### PROBLEM DESCRIPTION
Type out the complete listing below word for word, without its pictures.

### EXCERPTED DATA
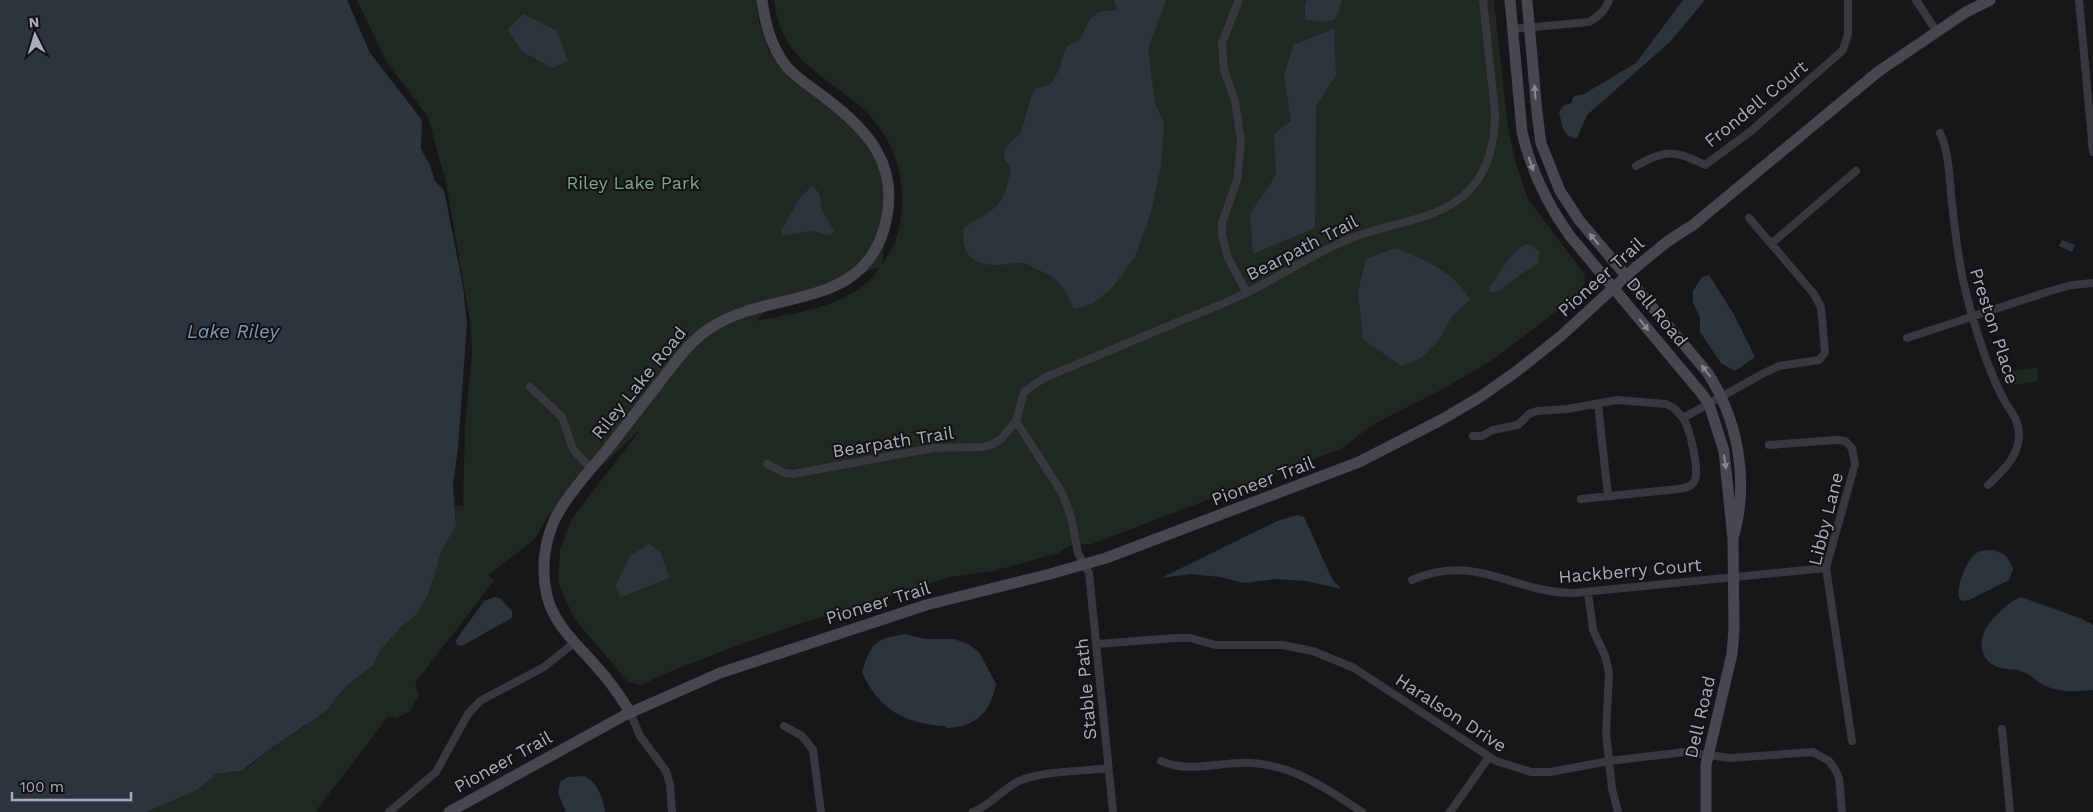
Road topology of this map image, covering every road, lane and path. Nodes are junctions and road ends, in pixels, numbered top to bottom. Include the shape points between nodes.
1 (762, 0) edge
2 (1239, 0) edge
3 (1483, 0) edge
4 (1510, 0) edge
5 (1527, 0) edge
6 (1609, 0) edge
7 (1848, 0) edge
8 (1916, 0) edge
9 (1990, 0) edge
10 (2079, 0) edge
11 (1529, 27) junction
12 (1513, 29) junction
13 (1937, 32) junction
14 (1940, 133) dead end
15 (2093, 152) edge
16 (1636, 166) dead end
17 (1856, 171) dead end
18 (1749, 218) dead end
19 (1771, 244) junction
20 (1626, 277) junction
21 (2093, 283) edge
22 (1613, 288) junction
23 (1247, 293) junction
24 (1972, 317) junction
25 (1906, 338) dead end
26 (530, 387) dead end
27 (1722, 398) junction
28 (1598, 404) junction
29 (1708, 404) junction
30 (1683, 418) junction
31 (1016, 421) junction
32 (1473, 436) dead end
33 (1769, 445) dead end
34 (767, 464) dead end
35 (591, 469) junction
36 (1988, 486) dead end
37 (1608, 496) junction
38 (1581, 499) dead end
39 (1733, 539) junction
40 (1084, 564) junction
41 (1826, 568) junction
42 (1734, 577) junction
43 (1412, 580) dead end
44 (1588, 592) junction
45 (574, 643) junction
46 (1097, 644) junction
47 (630, 712) junction
48 (784, 726) dead end
49 (2002, 729) dead end
50 (1852, 741) dead end
51 (1708, 755) junction
52 (1489, 757) junction
53 (1161, 761) dead end
54 (1609, 761) junction
55 (1108, 768) junction
56 (388, 812) edge
57 (449, 812) edge
58 (672, 812) edge
59 (821, 812) edge
60 (973, 812) edge
61 (1113, 812) edge
62 (1362, 812) edge
63 (1450, 812) edge
64 (1618, 812) edge
65 (1706, 812) edge
66 (1842, 812) edge
67 (2010, 812) edge

1 - 35 main road, Riley Lake Road via 771,40 788,68 865,132 876,148 889,184 888,212 881,239 871,256 844,282 826,291 743,311 709,328 681,356
2 - 23 street via 1222,43 1224,70 1235,101 1241,141 1237,180 1222,223 1222,235 1228,258
3 - 23 street, Bearpath Trail via 1495,131 1485,166 1464,196 1432,214 1385,226 1320,252
4 - 12 main road, Dell Road
5 - 11 main road, Dell Road
6 - 11 street via 1606,8 1589,22
7 - 16 street, Frondell Court via 1848,34 1843,50 1730,148 1705,165 1670,152
8 - 13 street
9 - 13 main road, Pioneer Trail
10 - 15 street
11 - 12 street
20 -> 11 main road, Dell Road via 1566,202 1550,168 1541,143
12 -> 22 main road, Dell Road via 1522,132 1536,177 1555,216
13 - 20 main road, Pioneer Trail via 1871,77
14 - 24 street, Preston Place via 1946,152 1960,273
17 - 19 street
18 - 19 street
19 - 27 street via 1814,294 1821,307 1825,353 1819,360 1780,366
20 - 22 main road, Pioneer Trail
27 -> 20 main road, Dell Road via 1707,372
21 - 24 street via 2072,285
22 -> 29 main road, Dell Road
22 - 40 main road, Pioneer Trail via 1517,371 1480,397 1401,442 1316,480
23 - 31 street, Bearpath Trail via 1044,378 1024,392
24 - 25 street
24 - 36 street, Preston Place via 2001,396 2020,433 2014,456
26 - 35 street, Riley Lake Road via 562,417 576,454
27 - 29 street
27 - 39 main road, Dell Road via 1734,429 1739,457 1738,520
28 - 30 street via 1617,400 1658,402 1674,408
28 - 32 street via 1537,411 1518,424
28 - 37 street
29 - 30 street
29 -> 39 main road, Dell Road via 1724,451
30 - 37 street via 1691,435 1696,475 1692,484 1687,488
31 - 34 street, Bearpath Trail via 1001,439 981,447 933,448 793,474
31 - 40 street via 1062,493
33 - 41 street, Libby Lane via 1836,440 1845,441 1852,448 1855,464 1852,480
35 - 45 main road, Riley Lake Road via 556,517 545,550 547,597 556,620
37 - 38 street
39 - 42 main road, Dell Road
40 - 46 street, Stable Path via 1089,573
40 - 47 main road, Pioneer Trail via 894,615 720,673
41 - 42 street, Hackberry Court
41 - 50 street, Libby Lane
42 - 44 street, Hackberry Court
42 - 51 main road, Dell Road via 1732,654
43 - 44 street, Hackberry Court via 1440,571 1463,571 1501,577 1550,592
44 - 54 street via 1593,630 1609,673 1606,726
45 - 47 main road, Riley Lake Road via 597,667
45 - 56 street via 544,667 480,701 468,714 436,772
46 - 52 street, Haralson Drive via 1190,638 1221,646 1274,645 1313,651 1354,668
46 - 55 street, Stable Path
47 - 57 main road, Pioneer Trail
47 - 58 street, Riley Lake Road via 640,736 666,771
48 - 59 street via 802,736 813,750
49 - 67 street
51 - 54 street, Haralson Drive via 1685,752
51 - 65 main road, Dell Road
51 - 66 street, Haralson Drive via 1730,758 1804,752 1821,755 1829,761 1839,778
52 - 54 street, Haralson Drive via 1506,766 1531,772 1550,772
52 - 63 street
53 - 62 street via 1182,767 1250,763 1279,767 1305,777
54 - 64 street
55 - 60 street via 1027,778
55 - 61 street, Stable Path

### SOLUTION TO THIS PROBLEM
Road topology of this map image, covering every road, lane and path. Nodes are junctions and road ends, in pixels, numbered top to bottom. Include the shape points between nodes.
1 (762, 0) edge
2 (1239, 0) edge
3 (1483, 0) edge
4 (1510, 0) edge
5 (1527, 0) edge
6 (1609, 0) edge
7 (1848, 0) edge
8 (1916, 0) edge
9 (1990, 0) edge
10 (2079, 0) edge
11 (1529, 27) junction
12 (1513, 29) junction
13 (1937, 32) junction
14 (1940, 133) dead end
15 (2093, 152) edge
16 (1636, 166) dead end
17 (1856, 171) dead end
18 (1749, 218) dead end
19 (1771, 244) junction
20 (1626, 277) junction
21 (2093, 283) edge
22 (1613, 288) junction
23 (1247, 293) junction
24 (1972, 317) junction
25 (1906, 338) dead end
26 (530, 387) dead end
27 (1722, 398) junction
28 (1598, 404) junction
29 (1708, 404) junction
30 (1683, 418) junction
31 (1016, 421) junction
32 (1473, 436) dead end
33 (1769, 445) dead end
34 (767, 464) dead end
35 (591, 469) junction
36 (1988, 486) dead end
37 (1608, 496) junction
38 (1581, 499) dead end
39 (1733, 539) junction
40 (1084, 564) junction
41 (1826, 568) junction
42 (1734, 577) junction
43 (1412, 580) dead end
44 (1588, 592) junction
45 (574, 643) junction
46 (1097, 644) junction
47 (630, 712) junction
48 (784, 726) dead end
49 (2002, 729) dead end
50 (1852, 741) dead end
51 (1708, 755) junction
52 (1489, 757) junction
53 (1161, 761) dead end
54 (1609, 761) junction
55 (1108, 768) junction
56 (388, 812) edge
57 (449, 812) edge
58 (672, 812) edge
59 (821, 812) edge
60 (973, 812) edge
61 (1113, 812) edge
62 (1362, 812) edge
63 (1450, 812) edge
64 (1618, 812) edge
65 (1706, 812) edge
66 (1842, 812) edge
67 (2010, 812) edge

1 - 35 main road, Riley Lake Road via 771,40 788,68 865,132 876,148 889,184 888,212 881,239 871,256 844,282 826,291 743,311 709,328 681,356
2 - 23 street via 1222,43 1224,70 1235,101 1241,141 1237,180 1222,223 1222,235 1228,258
3 - 23 street, Bearpath Trail via 1495,131 1485,166 1464,196 1432,214 1385,226 1320,252
4 - 12 main road, Dell Road
5 - 11 main road, Dell Road
6 - 11 street via 1606,8 1589,22
7 - 16 street, Frondell Court via 1848,34 1843,50 1730,148 1705,165 1670,152
8 - 13 street
9 - 13 main road, Pioneer Trail
10 - 15 street
11 - 12 street
20 -> 11 main road, Dell Road via 1566,202 1550,168 1541,143
12 -> 22 main road, Dell Road via 1522,132 1536,177 1555,216
13 - 20 main road, Pioneer Trail via 1871,77
14 - 24 street, Preston Place via 1946,152 1960,273
17 - 19 street
18 - 19 street
19 - 27 street via 1814,294 1821,307 1825,353 1819,360 1780,366
20 - 22 main road, Pioneer Trail
27 -> 20 main road, Dell Road via 1707,372
21 - 24 street via 2072,285
22 -> 29 main road, Dell Road
22 - 40 main road, Pioneer Trail via 1517,371 1480,397 1401,442 1316,480
23 - 31 street, Bearpath Trail via 1044,378 1024,392
24 - 25 street
24 - 36 street, Preston Place via 2001,396 2020,433 2014,456
26 - 35 street, Riley Lake Road via 562,417 576,454
27 - 29 street
27 - 39 main road, Dell Road via 1734,429 1739,457 1738,520
28 - 30 street via 1617,400 1658,402 1674,408
28 - 32 street via 1537,411 1518,424
28 - 37 street
29 - 30 street
29 -> 39 main road, Dell Road via 1724,451
30 - 37 street via 1691,435 1696,475 1692,484 1687,488
31 - 34 street, Bearpath Trail via 1001,439 981,447 933,448 793,474
31 - 40 street via 1062,493
33 - 41 street, Libby Lane via 1836,440 1845,441 1852,448 1855,464 1852,480
35 - 45 main road, Riley Lake Road via 556,517 545,550 547,597 556,620
37 - 38 street
39 - 42 main road, Dell Road
40 - 46 street, Stable Path via 1089,573
40 - 47 main road, Pioneer Trail via 894,615 720,673
41 - 42 street, Hackberry Court
41 - 50 street, Libby Lane
42 - 44 street, Hackberry Court
42 - 51 main road, Dell Road via 1732,654
43 - 44 street, Hackberry Court via 1440,571 1463,571 1501,577 1550,592
44 - 54 street via 1593,630 1609,673 1606,726
45 - 47 main road, Riley Lake Road via 597,667
45 - 56 street via 544,667 480,701 468,714 436,772
46 - 52 street, Haralson Drive via 1190,638 1221,646 1274,645 1313,651 1354,668
46 - 55 street, Stable Path
47 - 57 main road, Pioneer Trail
47 - 58 street, Riley Lake Road via 640,736 666,771
48 - 59 street via 802,736 813,750
49 - 67 street
51 - 54 street, Haralson Drive via 1685,752
51 - 65 main road, Dell Road
51 - 66 street, Haralson Drive via 1730,758 1804,752 1821,755 1829,761 1839,778
52 - 54 street, Haralson Drive via 1506,766 1531,772 1550,772
52 - 63 street
53 - 62 street via 1182,767 1250,763 1279,767 1305,777
54 - 64 street
55 - 60 street via 1027,778
55 - 61 street, Stable Path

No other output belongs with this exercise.